Statistical analysis: We first classified students according to three categories of physical activity (inactive, moderate, and active). One-way analysis of variance (ANOVA) was employed to assess differences in continuous variables among the levels of physical activity. To evaluate the distribution of categorical variables across the categories of physical activity, the Chi-square test was used. Binary logistic regression in multivariable-adjusted models was used to obtain odds ratios (ORs) of primary headaches across the levels of physical activity. This analysis was performed among the whole population and separately by gender and BMI status (<25/≥25 kg/m2). For creating the adjusted models, we first included age and gender (not included in the sex-stratified analysis) into the model (first model). Then, we included other variables including marital status, education, occupation, economic status, smoking, the use of internet-connected devices, sleep pattern, hypertension, supplement use, and breakfast skipping in the second model in addition to variables belong to model 1. Further adjustment was made for the consumption of fruits, vegetables, dairy products, fast foods, SSBs, and sweets in model 3. In the last model, we additionally controlled for BMI to obtain an obesity-independent association between physical activity and primary headaches.

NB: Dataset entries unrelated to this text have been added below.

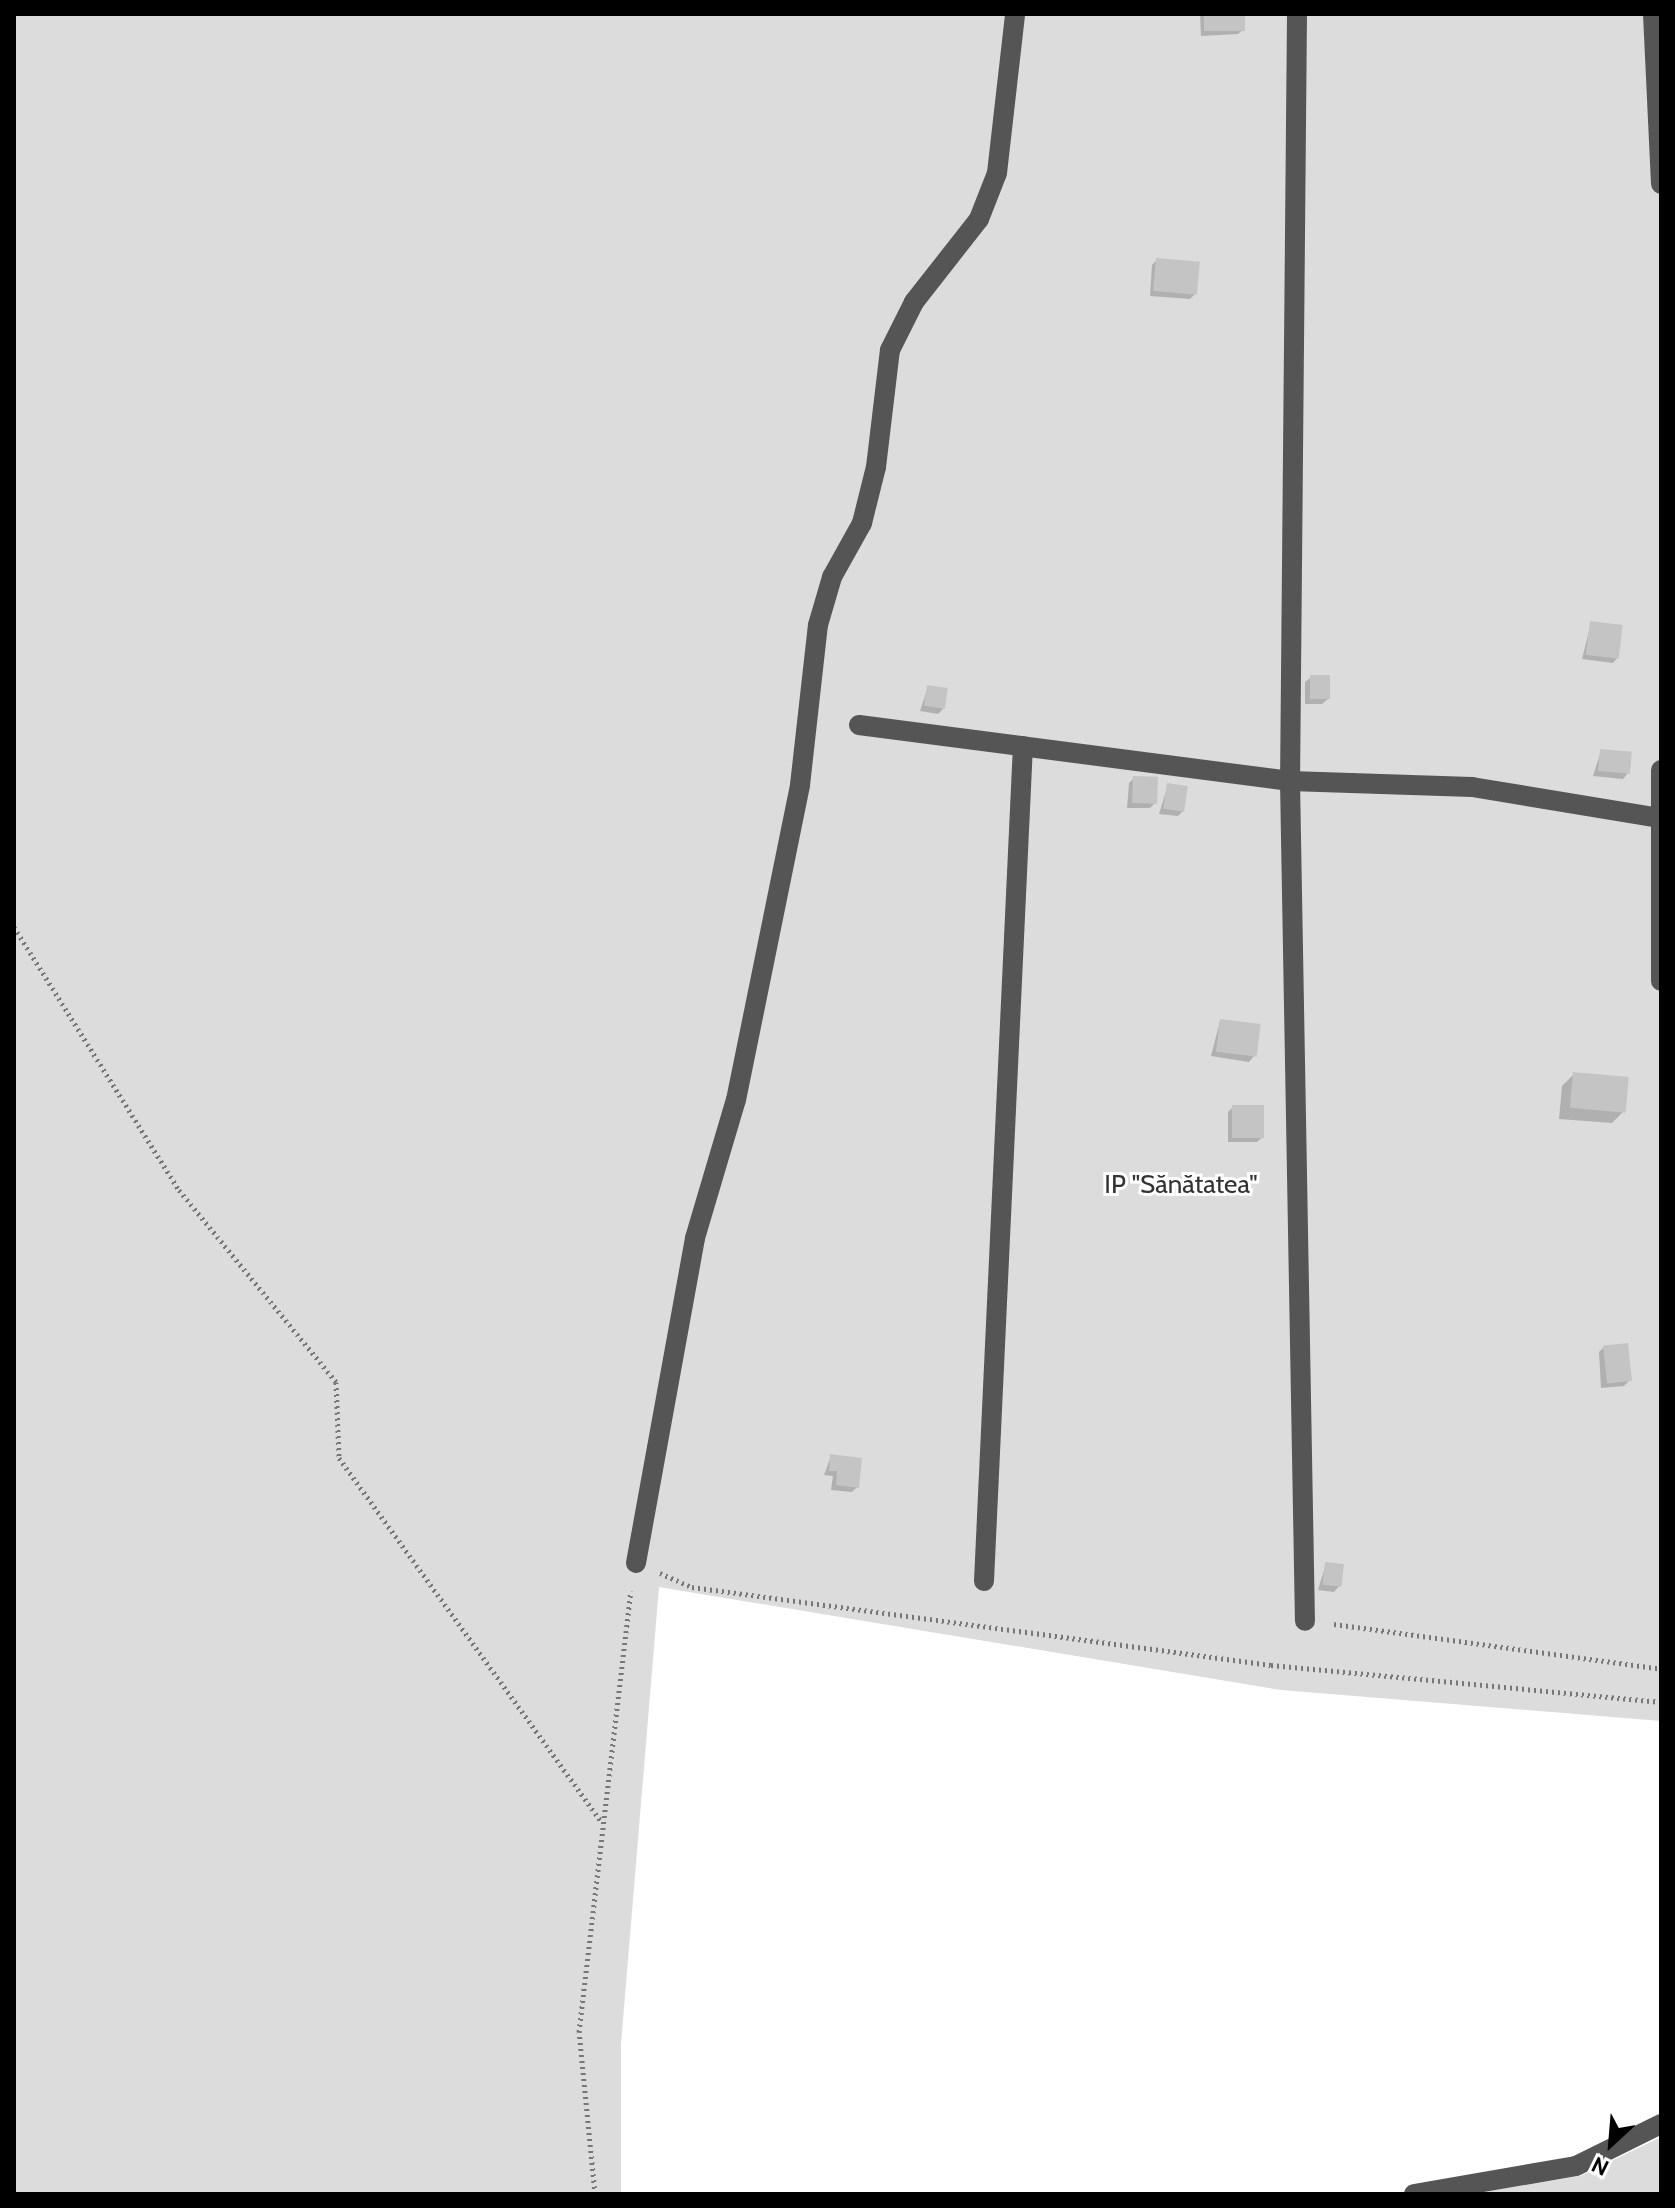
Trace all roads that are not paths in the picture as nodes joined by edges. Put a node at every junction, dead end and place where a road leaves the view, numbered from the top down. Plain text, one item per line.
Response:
1 (1015, 14) edge
2 (1297, 14) edge
3 (1653, 14) edge
4 (1661, 184) edge
5 (859, 725) dead end
6 (1023, 746) junction
7 (1661, 770) edge
8 (1290, 781) junction
9 (1660, 818) edge
10 (1661, 981) edge
11 (636, 1563) road end
12 (984, 1581) dead end
13 (1305, 1621) road end
14 (1661, 2124) edge
15 (1414, 2194) edge

1 - 11 street
2 - 8 street
3 - 4 street
5 - 6 street
6 - 8 street
6 - 12 street
7 - 9 street
8 - 9 street
8 - 13 street
9 - 10 street
14 - 15 street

In this analysis, the reference group was considered those students who were physically inactive. Also, to compute the P-value for the trend of odds ratios across the levels of physical activity, we considered these levels as an ordinal variable in binary logistic regression. All statistical analyses were done using SPSS software (version 19.0; SPSS Inc, Chicago IL). P values were considered significant at <0.05.